WHAT YOU HAVE TO DO —
Take the data below and filter it for lines containing the word "Sulaiman"; show each line found.
════
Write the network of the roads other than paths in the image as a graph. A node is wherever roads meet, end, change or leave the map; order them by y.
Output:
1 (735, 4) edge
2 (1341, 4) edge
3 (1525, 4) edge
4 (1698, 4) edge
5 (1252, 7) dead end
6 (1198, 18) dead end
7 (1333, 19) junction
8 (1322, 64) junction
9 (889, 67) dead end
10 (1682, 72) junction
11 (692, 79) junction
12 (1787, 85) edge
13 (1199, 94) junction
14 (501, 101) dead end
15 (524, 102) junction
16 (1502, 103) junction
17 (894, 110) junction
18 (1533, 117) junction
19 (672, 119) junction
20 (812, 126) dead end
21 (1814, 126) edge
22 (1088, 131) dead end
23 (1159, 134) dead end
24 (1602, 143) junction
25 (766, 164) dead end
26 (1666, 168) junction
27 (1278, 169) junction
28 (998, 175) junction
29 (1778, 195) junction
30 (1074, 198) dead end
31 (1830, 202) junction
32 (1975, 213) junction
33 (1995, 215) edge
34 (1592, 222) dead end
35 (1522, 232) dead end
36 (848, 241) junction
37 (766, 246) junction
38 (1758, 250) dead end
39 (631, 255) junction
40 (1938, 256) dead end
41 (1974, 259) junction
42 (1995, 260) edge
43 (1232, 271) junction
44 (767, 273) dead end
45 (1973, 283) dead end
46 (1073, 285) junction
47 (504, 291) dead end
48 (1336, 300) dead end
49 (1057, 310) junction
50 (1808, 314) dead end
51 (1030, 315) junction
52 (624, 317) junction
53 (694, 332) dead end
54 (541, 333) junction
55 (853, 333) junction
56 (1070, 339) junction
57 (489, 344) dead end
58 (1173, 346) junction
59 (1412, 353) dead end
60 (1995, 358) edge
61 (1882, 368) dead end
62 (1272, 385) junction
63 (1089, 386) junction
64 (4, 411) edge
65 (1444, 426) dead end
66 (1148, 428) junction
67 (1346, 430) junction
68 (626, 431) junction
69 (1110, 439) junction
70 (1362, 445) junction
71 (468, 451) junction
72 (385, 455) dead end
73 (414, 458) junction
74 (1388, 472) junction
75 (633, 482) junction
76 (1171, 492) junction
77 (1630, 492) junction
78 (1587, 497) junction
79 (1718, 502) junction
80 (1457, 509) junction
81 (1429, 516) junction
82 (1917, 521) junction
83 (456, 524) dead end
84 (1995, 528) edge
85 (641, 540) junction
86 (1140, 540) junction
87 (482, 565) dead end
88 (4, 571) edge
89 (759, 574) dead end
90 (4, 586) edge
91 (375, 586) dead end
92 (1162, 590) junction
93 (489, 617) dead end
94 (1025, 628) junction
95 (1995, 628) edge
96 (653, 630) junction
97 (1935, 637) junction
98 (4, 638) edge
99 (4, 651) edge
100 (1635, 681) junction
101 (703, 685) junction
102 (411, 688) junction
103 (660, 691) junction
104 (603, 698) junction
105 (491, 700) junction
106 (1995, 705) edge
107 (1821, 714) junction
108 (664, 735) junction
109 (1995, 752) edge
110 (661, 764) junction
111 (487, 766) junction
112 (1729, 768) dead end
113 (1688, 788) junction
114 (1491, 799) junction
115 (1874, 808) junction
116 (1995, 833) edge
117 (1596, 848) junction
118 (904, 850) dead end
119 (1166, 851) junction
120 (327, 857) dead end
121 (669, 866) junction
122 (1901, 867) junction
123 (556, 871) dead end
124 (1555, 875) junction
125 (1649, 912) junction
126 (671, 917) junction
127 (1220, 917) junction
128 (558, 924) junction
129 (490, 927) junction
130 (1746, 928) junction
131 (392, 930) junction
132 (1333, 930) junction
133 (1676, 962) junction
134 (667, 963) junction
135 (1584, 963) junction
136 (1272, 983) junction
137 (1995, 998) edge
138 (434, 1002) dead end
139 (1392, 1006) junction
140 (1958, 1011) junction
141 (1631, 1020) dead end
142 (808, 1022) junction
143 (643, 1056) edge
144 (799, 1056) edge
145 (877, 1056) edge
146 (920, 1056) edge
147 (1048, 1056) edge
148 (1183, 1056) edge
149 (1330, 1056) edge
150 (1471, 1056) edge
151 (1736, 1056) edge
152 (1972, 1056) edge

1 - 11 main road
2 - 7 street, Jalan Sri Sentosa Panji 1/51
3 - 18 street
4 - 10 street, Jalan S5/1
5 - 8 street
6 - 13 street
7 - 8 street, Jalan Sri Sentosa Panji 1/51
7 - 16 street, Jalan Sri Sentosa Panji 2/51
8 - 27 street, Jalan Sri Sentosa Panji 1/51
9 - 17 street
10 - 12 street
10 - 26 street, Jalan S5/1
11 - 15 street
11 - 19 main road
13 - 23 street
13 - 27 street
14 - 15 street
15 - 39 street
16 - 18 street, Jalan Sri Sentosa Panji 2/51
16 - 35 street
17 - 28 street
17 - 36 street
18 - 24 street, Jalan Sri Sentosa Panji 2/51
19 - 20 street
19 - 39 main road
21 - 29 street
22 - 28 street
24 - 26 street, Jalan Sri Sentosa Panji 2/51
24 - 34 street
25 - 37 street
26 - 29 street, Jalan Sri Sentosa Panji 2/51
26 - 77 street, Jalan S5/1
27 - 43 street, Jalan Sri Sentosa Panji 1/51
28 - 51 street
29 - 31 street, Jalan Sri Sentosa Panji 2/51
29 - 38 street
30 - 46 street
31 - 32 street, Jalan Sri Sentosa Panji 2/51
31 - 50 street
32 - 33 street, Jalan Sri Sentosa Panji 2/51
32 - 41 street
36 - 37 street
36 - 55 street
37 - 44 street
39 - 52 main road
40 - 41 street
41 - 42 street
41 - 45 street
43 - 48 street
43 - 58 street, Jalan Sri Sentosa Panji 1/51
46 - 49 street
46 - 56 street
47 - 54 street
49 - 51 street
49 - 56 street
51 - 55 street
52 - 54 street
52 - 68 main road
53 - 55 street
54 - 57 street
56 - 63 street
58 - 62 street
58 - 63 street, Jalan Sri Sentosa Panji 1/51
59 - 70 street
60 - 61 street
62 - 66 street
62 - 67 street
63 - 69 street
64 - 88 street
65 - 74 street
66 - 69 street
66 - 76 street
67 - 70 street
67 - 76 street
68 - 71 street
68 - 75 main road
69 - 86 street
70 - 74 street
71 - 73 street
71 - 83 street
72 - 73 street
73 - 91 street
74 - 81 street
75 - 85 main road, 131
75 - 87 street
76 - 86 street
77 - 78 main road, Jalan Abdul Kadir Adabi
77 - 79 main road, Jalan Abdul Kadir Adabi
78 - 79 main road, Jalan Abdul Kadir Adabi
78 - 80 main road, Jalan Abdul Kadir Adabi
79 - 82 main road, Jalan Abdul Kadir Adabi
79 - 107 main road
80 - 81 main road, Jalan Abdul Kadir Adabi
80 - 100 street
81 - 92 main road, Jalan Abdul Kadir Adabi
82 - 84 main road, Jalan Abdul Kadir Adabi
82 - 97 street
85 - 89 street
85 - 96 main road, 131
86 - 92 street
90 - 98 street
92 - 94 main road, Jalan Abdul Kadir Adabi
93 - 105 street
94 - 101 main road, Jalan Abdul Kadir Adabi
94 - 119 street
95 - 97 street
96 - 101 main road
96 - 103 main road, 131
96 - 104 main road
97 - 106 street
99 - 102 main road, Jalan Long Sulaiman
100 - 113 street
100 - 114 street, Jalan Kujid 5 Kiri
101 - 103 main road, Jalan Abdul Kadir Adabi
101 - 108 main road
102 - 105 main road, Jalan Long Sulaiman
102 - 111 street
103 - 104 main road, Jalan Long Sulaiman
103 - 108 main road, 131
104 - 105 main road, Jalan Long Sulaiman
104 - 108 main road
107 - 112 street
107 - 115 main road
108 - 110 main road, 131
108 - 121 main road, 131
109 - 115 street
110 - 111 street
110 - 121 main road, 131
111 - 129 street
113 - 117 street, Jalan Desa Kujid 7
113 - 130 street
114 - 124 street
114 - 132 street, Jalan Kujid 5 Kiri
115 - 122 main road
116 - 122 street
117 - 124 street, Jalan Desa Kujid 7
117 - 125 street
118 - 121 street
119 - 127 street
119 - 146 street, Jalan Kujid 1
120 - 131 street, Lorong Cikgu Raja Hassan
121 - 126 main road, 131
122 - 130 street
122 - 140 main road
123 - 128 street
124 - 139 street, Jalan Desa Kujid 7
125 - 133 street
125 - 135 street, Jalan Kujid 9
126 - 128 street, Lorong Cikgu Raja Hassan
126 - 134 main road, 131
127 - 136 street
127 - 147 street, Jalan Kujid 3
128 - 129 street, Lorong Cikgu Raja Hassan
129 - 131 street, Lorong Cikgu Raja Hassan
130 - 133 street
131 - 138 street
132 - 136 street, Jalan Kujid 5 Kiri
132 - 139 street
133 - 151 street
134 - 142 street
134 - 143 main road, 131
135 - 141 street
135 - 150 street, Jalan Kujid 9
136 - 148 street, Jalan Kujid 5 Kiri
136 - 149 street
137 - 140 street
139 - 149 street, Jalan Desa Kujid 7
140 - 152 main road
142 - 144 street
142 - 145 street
════
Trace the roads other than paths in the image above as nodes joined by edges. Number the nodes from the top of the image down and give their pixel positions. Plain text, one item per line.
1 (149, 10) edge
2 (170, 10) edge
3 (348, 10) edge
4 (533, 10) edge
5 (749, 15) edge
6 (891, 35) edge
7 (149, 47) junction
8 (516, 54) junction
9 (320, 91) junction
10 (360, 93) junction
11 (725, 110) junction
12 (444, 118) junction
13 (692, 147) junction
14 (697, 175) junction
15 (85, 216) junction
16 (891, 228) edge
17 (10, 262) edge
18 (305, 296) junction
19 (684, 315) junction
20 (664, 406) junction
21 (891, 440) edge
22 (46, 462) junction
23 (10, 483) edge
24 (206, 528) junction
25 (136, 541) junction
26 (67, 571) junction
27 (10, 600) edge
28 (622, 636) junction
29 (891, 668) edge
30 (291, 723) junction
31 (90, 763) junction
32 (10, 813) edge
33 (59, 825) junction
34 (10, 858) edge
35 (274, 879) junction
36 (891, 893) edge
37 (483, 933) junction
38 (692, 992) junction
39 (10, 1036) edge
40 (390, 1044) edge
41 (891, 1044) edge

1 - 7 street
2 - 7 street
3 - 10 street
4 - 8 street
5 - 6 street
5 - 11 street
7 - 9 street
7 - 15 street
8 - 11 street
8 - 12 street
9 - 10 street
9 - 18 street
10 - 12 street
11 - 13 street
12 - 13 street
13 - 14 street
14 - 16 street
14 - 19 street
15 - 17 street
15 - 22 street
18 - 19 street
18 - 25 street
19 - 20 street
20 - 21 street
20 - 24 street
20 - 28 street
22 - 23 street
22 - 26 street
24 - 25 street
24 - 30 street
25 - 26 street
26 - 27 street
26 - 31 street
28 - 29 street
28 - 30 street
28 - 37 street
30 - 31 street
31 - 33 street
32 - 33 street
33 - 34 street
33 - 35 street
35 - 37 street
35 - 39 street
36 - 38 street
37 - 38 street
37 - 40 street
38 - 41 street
════
WRITTEN SOLUTION —
99 - 102 main road, Jalan Long Sulaiman
102 - 105 main road, Jalan Long Sulaiman
103 - 104 main road, Jalan Long Sulaiman
104 - 105 main road, Jalan Long Sulaiman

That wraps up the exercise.